Now, Graham’s son Franklin, who is scheduled to speak in Britain later this year, is facing calls for him to be banned from the the country because of his past condemnations of Islam and LGBTQ persons.
A petition calling for the government to deny the younger Graham a visa has been signed by more than 7,500 people. Also weighing in, according to the Guardian newspaper, are some members of Parliament.
“I think frankly the evidence is piling up that his visit to the UK … would not be a good thing and not probably in my view a very Christian thing,” said Gordon Marsden, a member of Parliament from Blackpool, the seaside resort town where Graham is planning to stage a festival, or crusade, Sept. 21-23. Marsden charged on BBC Radio Lancashire that Graham’s statements against Muslims and against gays, lesbians and transgender persons were “incompatible with what Jesus said in the Bible,” the Guardian reported.
A spokesman for the Charlotte-based Billy Graham Evangelistic Association, which Franklin Graham now heads, said in a statement that the group is working “in partnership with local churches” and that the event “will be positive and encouraging.”
There’s also a counter-petition to support Graham’s plan to headline what is being advertised as the Lancashire Festival of Hope.
Contrast this controversy with the uplifting way Billy Graham is being portrayed in “The Crown,” a popular Netflix series dramatizing Queen Elizabeth’s reign, starting in the early 1950s.

Queen and evangelist
Graham and the queen, the titular head of the Church of England, developed a spiritual connection, which plays out in “The Crown” during a private meeting between them after he preaches at the royal family’s chapel at Windsor.
“I enjoyed that very much,” the queen tells Graham (played by actor Paul Sparks) in episode six of season two. “You do speak with such wonderful clarity and certainty. … In an increasingly complex world, we need certainty.

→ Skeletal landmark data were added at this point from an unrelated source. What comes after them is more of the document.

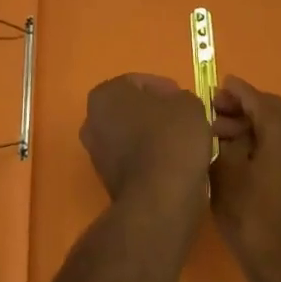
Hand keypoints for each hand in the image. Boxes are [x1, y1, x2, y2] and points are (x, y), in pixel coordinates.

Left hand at [80, 74, 212, 208]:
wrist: (159, 199)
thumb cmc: (171, 139)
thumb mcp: (188, 105)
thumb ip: (180, 98)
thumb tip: (176, 106)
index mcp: (105, 94)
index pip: (139, 82)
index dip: (166, 89)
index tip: (185, 100)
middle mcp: (92, 121)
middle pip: (131, 109)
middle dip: (156, 112)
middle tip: (183, 119)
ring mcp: (96, 153)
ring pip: (130, 135)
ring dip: (153, 136)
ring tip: (182, 142)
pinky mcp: (107, 180)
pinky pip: (132, 159)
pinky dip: (149, 158)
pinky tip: (172, 163)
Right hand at [209, 77, 280, 281]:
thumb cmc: (251, 216)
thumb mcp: (226, 172)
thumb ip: (226, 139)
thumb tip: (226, 124)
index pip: (257, 98)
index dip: (234, 91)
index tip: (213, 88)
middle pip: (272, 108)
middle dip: (243, 106)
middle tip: (214, 112)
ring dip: (253, 123)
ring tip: (221, 136)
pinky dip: (265, 139)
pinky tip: (241, 154)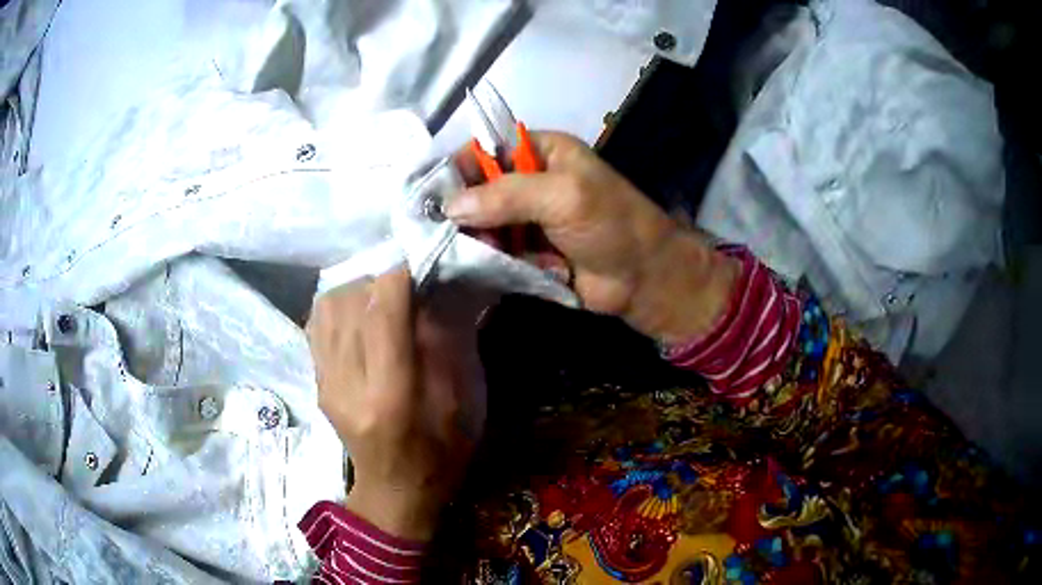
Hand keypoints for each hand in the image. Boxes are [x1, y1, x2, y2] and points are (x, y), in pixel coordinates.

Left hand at [306, 268, 485, 540]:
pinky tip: (358, 310)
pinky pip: (316, 323)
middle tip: (405, 280)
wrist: (396, 490)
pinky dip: (337, 304)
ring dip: (357, 288)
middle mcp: (349, 384)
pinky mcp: (317, 382)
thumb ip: (448, 343)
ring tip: (381, 294)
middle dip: (379, 278)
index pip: (382, 313)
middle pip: (350, 303)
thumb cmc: (442, 453)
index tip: (418, 261)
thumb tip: (433, 291)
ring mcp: (326, 383)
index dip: (399, 276)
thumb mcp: (465, 403)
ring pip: (328, 307)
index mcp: (393, 396)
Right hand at [449, 132, 737, 342]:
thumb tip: (450, 206)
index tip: (432, 194)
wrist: (644, 279)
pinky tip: (505, 266)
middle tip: (453, 233)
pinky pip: (498, 251)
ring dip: (484, 240)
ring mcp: (530, 218)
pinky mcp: (530, 251)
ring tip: (493, 253)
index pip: (487, 149)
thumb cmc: (611, 224)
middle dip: (468, 211)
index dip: (459, 167)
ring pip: (486, 223)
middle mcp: (532, 180)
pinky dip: (497, 260)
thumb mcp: (562, 196)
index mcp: (543, 151)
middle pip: (480, 189)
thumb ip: (506, 196)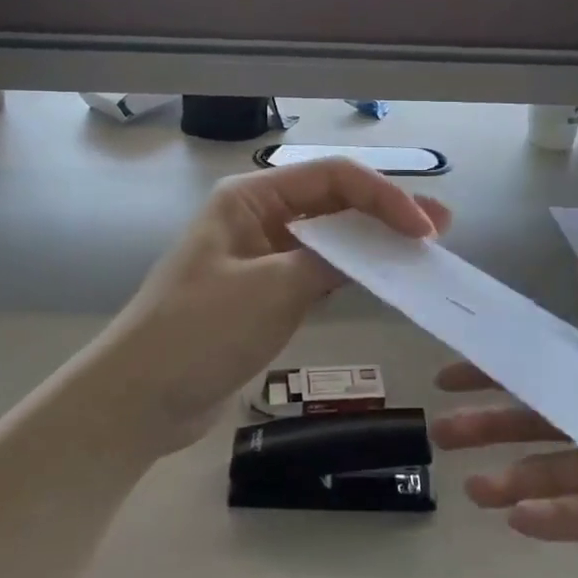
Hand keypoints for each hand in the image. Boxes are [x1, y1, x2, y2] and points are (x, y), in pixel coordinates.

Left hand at [101, 158, 450, 453]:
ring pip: (329, 237)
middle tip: (438, 229)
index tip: (423, 228)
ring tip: (420, 251)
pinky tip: (382, 278)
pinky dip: (351, 272)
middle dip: (385, 213)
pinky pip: (317, 270)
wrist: (138, 399)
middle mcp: (258, 217)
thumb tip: (377, 249)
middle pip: (333, 203)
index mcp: (250, 198)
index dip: (383, 196)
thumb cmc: (198, 332)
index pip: (331, 178)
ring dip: (372, 242)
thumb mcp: (270, 290)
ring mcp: (261, 255)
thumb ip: (328, 262)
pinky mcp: (265, 292)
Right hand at [430, 249, 577, 577]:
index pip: (550, 369)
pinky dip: (551, 518)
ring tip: (474, 489)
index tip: (454, 373)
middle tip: (443, 431)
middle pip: (540, 421)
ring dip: (512, 478)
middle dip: (491, 424)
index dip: (501, 370)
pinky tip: (517, 518)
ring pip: (554, 472)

And you provide it.”
Elizabeth (played by actress Claire Foy) tells Graham that “the great joy I felt today (in hearing Graham preach) was that of being a simple congregant, being taught, being led.”

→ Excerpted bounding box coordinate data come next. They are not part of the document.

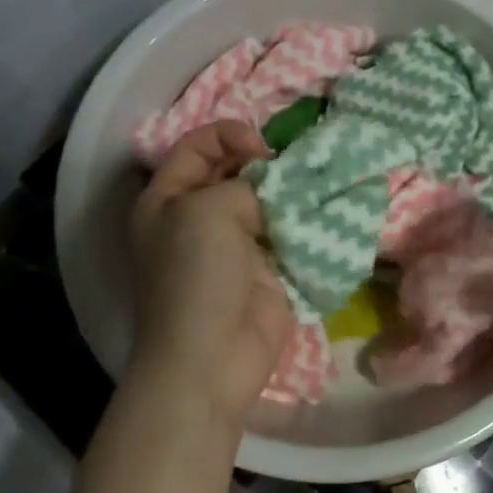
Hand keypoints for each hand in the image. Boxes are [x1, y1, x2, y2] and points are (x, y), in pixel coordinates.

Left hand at [128, 122, 294, 427]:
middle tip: (294, 165)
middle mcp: (197, 217)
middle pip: (234, 171)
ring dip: (290, 192)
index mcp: (167, 199)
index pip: (197, 146)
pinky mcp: (266, 270)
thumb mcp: (208, 210)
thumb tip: (273, 192)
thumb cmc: (197, 275)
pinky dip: (305, 222)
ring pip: (266, 202)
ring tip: (317, 181)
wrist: (213, 356)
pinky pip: (288, 233)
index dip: (228, 135)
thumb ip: (244, 185)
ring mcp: (234, 245)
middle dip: (265, 163)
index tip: (263, 148)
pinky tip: (325, 210)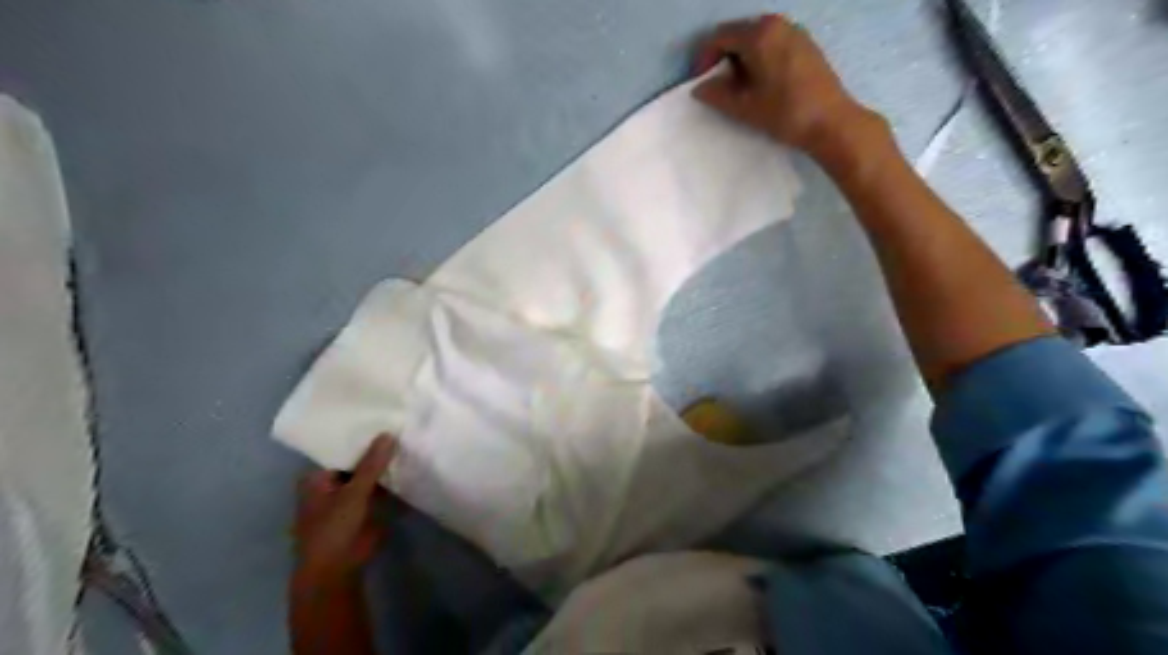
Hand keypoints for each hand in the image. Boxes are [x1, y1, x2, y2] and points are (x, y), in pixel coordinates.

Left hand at [292, 435, 396, 587]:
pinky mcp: (364, 508)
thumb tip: (389, 433)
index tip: (381, 419)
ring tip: (408, 439)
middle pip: (356, 461)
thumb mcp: (353, 493)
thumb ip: (371, 464)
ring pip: (369, 474)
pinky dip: (390, 480)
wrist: (337, 570)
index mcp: (317, 477)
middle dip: (375, 450)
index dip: (359, 436)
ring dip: (384, 465)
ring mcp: (348, 496)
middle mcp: (330, 484)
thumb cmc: (333, 529)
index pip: (339, 449)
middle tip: (400, 425)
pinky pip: (379, 488)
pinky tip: (409, 464)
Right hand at [692, 14, 864, 155]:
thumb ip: (717, 94)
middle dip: (722, 58)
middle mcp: (777, 24)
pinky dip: (759, 58)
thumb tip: (700, 88)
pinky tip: (760, 83)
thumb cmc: (784, 113)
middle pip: (738, 34)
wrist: (831, 122)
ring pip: (756, 39)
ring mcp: (795, 32)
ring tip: (737, 88)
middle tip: (716, 86)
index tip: (700, 82)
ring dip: (741, 59)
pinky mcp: (806, 45)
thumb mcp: (745, 107)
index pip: (720, 37)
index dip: (704, 59)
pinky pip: (773, 44)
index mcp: (759, 34)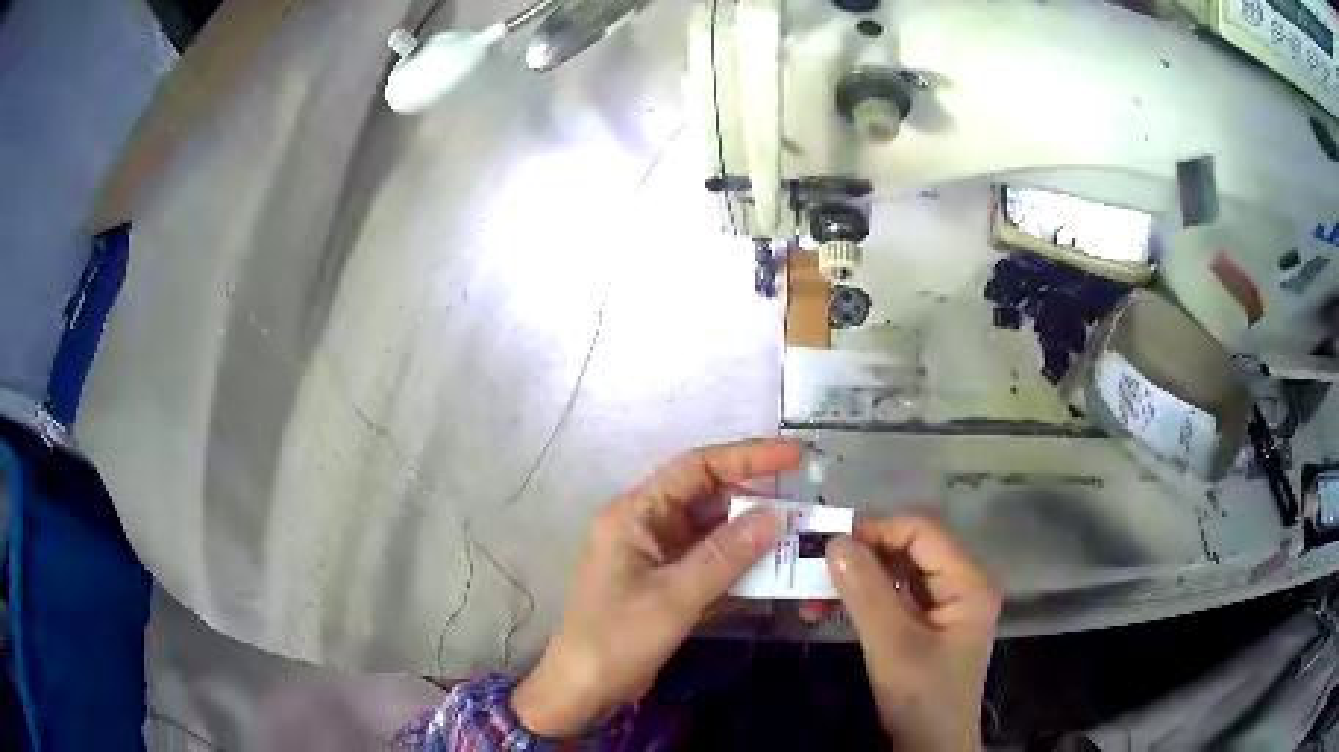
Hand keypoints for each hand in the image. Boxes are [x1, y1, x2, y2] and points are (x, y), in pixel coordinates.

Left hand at [511, 439, 801, 737]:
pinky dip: (739, 566)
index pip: (696, 468)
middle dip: (756, 503)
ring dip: (752, 539)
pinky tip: (772, 575)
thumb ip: (724, 556)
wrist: (585, 689)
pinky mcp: (667, 582)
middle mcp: (646, 525)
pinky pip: (709, 562)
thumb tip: (774, 517)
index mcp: (635, 514)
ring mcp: (657, 555)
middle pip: (708, 498)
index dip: (747, 456)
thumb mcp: (673, 598)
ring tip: (798, 542)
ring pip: (713, 532)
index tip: (794, 457)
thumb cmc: (617, 639)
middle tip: (804, 512)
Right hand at [826, 516, 1000, 750]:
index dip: (878, 530)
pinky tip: (831, 611)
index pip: (923, 534)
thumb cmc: (921, 696)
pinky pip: (893, 601)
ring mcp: (943, 609)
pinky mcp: (925, 629)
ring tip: (813, 596)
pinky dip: (862, 602)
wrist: (930, 748)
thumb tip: (835, 540)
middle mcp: (960, 587)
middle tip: (814, 569)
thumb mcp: (893, 645)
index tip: (829, 542)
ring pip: (896, 577)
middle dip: (860, 559)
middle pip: (909, 553)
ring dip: (856, 582)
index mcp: (967, 583)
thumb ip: (867, 592)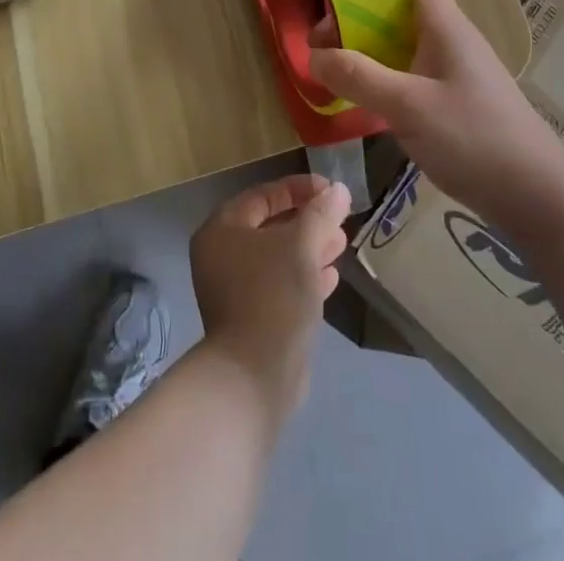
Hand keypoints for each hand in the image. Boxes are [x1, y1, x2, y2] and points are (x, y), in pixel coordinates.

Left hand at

Though screenwriters take liberties in fashioning dialogue, the scene seems consistent with Graham’s own writing about his friendship with Queen Elizabeth. In his 1997 autobiography, “Just As I Am,” he wrote about her deep Christian faith and about his “warm, informal” meetings with her. Graham is now 99; Queen Elizabeth is 91.

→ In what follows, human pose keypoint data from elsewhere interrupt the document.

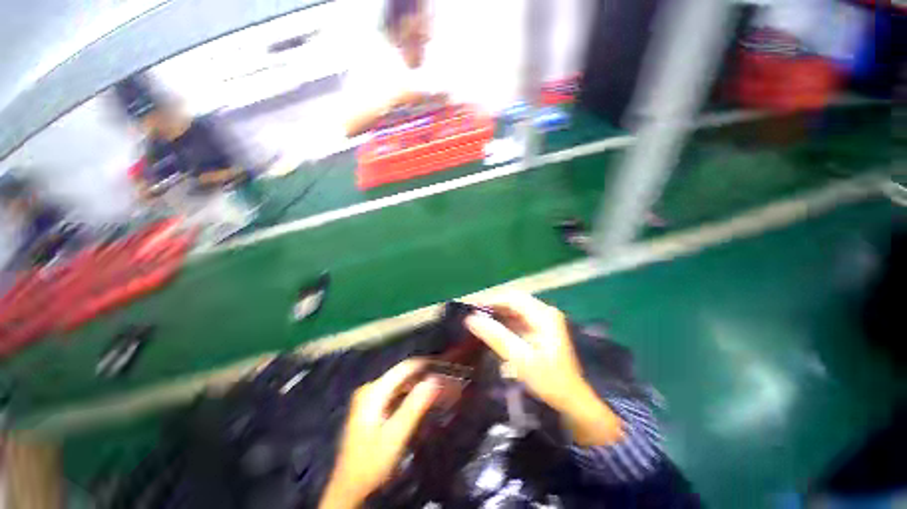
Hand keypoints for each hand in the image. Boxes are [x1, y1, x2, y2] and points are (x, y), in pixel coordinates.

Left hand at [319, 359, 438, 508]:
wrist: (349, 490)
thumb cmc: (372, 463)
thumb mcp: (396, 435)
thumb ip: (415, 405)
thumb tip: (435, 379)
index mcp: (373, 390)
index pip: (406, 367)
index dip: (427, 364)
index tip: (446, 367)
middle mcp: (370, 388)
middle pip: (403, 375)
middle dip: (425, 377)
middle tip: (445, 383)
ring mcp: (370, 398)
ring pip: (401, 384)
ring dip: (420, 386)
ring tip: (438, 391)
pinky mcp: (372, 408)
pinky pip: (396, 394)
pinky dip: (411, 396)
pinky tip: (423, 402)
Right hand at [465, 293, 623, 445]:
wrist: (572, 401)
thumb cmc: (549, 380)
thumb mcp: (520, 359)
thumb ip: (496, 336)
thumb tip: (471, 319)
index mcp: (544, 315)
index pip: (512, 298)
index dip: (490, 300)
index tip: (471, 307)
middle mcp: (544, 312)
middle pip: (513, 301)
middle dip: (492, 306)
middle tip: (472, 315)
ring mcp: (543, 321)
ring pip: (515, 310)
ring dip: (497, 314)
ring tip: (478, 321)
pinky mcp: (540, 330)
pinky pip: (518, 320)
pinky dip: (504, 323)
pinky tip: (492, 330)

In “The Crown,” the queen stands up for Graham in the face of condescending put-downs from other members of England’s royal family.
Watching Graham’s London crusade on black-and-white TV with her daughter, the Queen Mother is distressed that so many of her countrymen have turned out to hear the then-young American evangelist, who’d dabbled in sales before going into the ministry.
“I think moral authority and spiritual guidance should come from someone with a little more life experience,” she says. “Not from someone who learned their trade selling brushes door-to-door in North Carolina.”
Later, the Duke of Windsor, the queen’s uncle, in a letter to his wife, expresses outrage at Graham’s appeal among so many Brits.
“What has happened to the people of this country?” he reads. “Turning like lemmings to this crusading showman from Charlotte for their inspiration?”
But the queen is clearly taken with Graham’s preaching, his style, even his movie star-looks.
After she compliments his speaking, Graham tells her about the first time he spoke in public, as a shy 12-year-old at his Charlotte school.
“The school principal told my mother he thought I was a natural (speaker),” he tells the queen. “That, of all things, I had a gift.”
Uproar over son’s words
Meanwhile, the uproar over Franklin Graham’s upcoming visit to England is showing no signs of letting up.
The Blackpool Gazette reported that the local town council will honor the booking of a local venue for Graham’s festival. But the council also made clear that its opposition to discrimination is “robust and clear.” The newspaper reported that the council is forwarding concerns about Graham’s history of comments to the country’s Home Office to decide whether the evangelist’s words have violated England’s law against inciting hatred.
The petition seeking to ban Graham cited his 2001 comments calling Islam “a very evil and wicked religion.” It also quoted Graham as approving of Russian President Vladimir Putin’s crackdown of LGBTQ people in that country.
Graham’s condemnation of Islam caused the Pentagon to dis-invite him from speaking there in 2010. But, last year, Graham was invited by President Donald Trump to give one of the prayers and Scripture readings at his inauguration.
Graham’s spokesman said in the statement that, at the festival in England, Graham will offer a message “about the hope that can be found through a relationship with Jesus Christ. It will be free and everyone is invited to attend.”